You answer a lot of questions during your first few months of college. Besides the standard formalities (name, major, hometown), at the top of my frequently asked question bank — trailing closely behind “Doesn’t it rain a lot there?” — perched this gem: 

“Why do you never smile?”

Carmen.

History and Economics.

Seattle.

It’s more of a drizzle. 

As for why I never smiled, my answer was usually a cocktail of confusion and denial. In hindsight, the answer is obvious. But because I was used to it, because happiness had become a stranger to me, I did not have the words, let alone the comprehension, to answer accurately. I had forgotten what it was like to feel alive. I had forgotten what it was like to feel anything.

While it was rather troubling to have people I had just met question why I never smiled, I didn’t know what was wrong with me, because I didn’t know that there was something wrong with me. This question, in conjunction with the less frequent but even more probing, “Are you ever happy?” made me realize, at last, that the water was too damn hot. 

I can’t live like this. 

I shouldn’t live like this. 

I don’t have to live like this.

So why did I?

Because it was all in my head. 

A year before my diagnosis, my doctor tested me for anemia and thyroid issues. Because those tests came back negative, she disregarded the symptoms that had originally prompted those tests. I had no detectable physical ailment, and therefore I had to be perfectly healthy. 
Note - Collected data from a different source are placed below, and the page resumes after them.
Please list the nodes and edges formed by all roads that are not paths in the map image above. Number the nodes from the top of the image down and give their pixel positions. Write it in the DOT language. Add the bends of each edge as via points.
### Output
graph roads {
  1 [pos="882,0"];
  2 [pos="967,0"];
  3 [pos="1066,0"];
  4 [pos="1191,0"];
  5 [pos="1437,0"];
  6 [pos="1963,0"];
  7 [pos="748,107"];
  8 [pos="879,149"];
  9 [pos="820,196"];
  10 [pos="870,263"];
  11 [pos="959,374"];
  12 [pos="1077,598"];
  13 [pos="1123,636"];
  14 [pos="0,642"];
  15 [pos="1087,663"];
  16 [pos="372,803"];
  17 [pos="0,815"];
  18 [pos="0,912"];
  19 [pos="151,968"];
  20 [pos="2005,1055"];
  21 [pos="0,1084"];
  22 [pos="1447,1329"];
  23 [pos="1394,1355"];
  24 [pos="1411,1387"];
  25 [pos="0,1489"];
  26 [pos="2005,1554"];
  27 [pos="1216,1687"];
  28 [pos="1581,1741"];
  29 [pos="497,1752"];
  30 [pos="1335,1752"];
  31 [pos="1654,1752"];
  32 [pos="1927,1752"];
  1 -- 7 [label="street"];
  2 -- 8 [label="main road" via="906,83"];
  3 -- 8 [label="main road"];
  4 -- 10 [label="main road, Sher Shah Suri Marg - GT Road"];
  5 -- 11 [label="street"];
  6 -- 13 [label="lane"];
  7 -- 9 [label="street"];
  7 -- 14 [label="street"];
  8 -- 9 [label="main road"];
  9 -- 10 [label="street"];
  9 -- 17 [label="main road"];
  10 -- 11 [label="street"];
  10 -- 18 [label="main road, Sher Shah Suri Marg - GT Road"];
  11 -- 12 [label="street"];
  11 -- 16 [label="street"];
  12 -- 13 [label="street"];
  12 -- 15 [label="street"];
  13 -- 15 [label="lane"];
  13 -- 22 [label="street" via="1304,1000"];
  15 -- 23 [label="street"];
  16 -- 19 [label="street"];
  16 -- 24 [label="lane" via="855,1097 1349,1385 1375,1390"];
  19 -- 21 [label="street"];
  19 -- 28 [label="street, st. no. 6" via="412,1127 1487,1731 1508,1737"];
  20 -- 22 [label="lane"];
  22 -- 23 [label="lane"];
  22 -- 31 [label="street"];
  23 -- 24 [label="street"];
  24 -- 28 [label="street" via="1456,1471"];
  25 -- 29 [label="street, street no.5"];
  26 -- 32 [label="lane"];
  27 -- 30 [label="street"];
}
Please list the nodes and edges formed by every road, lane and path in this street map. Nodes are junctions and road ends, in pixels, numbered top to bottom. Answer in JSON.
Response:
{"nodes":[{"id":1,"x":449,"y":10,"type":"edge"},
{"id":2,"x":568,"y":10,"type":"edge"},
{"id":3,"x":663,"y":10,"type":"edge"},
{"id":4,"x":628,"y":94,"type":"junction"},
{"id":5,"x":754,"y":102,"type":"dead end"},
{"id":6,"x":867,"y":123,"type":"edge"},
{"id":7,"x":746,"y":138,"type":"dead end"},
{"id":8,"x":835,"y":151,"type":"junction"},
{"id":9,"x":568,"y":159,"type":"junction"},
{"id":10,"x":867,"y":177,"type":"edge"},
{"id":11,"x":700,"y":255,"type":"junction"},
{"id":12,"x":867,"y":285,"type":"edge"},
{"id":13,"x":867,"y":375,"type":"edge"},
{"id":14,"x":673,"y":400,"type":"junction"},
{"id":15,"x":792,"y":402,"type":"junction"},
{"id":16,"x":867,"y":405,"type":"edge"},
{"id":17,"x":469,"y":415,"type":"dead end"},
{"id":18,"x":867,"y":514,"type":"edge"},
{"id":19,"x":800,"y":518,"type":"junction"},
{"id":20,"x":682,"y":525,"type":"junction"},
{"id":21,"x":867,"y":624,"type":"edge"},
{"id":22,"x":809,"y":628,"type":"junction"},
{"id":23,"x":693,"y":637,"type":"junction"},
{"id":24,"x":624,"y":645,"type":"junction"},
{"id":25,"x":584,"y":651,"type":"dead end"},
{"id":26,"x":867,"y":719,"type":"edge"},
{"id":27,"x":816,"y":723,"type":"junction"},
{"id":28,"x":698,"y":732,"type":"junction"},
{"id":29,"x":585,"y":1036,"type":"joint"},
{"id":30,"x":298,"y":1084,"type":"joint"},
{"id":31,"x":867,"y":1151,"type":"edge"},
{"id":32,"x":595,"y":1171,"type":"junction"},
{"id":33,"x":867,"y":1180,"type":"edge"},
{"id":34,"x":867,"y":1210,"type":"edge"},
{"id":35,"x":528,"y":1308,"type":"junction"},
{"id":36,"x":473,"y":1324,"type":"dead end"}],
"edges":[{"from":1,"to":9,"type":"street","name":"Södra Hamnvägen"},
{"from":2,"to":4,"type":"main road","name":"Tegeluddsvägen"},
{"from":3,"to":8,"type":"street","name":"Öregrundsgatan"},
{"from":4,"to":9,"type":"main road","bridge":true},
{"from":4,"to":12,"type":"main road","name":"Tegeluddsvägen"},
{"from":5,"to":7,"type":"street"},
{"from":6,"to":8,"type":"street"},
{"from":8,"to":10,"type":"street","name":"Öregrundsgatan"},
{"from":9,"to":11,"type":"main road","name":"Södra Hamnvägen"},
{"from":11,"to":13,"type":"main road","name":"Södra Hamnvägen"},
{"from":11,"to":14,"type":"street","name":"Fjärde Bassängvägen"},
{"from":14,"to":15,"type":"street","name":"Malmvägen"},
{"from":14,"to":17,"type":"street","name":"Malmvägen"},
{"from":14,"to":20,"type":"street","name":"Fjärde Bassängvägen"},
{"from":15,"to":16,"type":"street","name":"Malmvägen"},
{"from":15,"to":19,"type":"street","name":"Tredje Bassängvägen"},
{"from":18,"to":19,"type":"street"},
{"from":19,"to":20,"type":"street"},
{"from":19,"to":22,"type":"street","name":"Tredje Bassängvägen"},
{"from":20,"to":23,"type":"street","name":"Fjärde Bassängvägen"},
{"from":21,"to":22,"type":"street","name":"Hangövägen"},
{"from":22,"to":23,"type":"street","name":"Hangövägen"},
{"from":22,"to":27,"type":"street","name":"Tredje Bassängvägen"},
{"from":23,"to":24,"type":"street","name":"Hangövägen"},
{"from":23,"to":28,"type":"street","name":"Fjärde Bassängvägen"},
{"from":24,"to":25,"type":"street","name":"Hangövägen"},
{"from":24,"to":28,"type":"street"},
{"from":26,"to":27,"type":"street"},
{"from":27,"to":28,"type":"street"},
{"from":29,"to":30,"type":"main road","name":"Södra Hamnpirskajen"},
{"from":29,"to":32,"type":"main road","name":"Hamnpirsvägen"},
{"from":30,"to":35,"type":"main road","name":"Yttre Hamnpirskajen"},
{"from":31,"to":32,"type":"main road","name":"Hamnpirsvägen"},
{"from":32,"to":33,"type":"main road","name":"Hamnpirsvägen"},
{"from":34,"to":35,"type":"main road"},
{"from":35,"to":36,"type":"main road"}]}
When you battle physical illness, you are hailed a hero, but when you struggle with mental illness, you are considered a liability. A bad cold warrants a doctor’s note and a day off, but poor mental health is a bad excuse for having a bad day. 

In high school, my college counselor cautioned me to not write about mental health in my college essays. The same attitude probably applies to anything tied to my name. Yet it wouldn’t be college if I didn’t make decisions that could potentially jeopardize my future. 

But here’s the good news, admissions officers and future employers: It gets better. 

This past weekend, I kept thinking to myself, “I’m so happy to be alive.” I’m still not completely used to it, and I hope I never become used to it. 

Even though we can’t expect every day of our lives to treat us like Spring Fair does, I implore you to never mistake a bad day, or even a bad two years, for a bad life.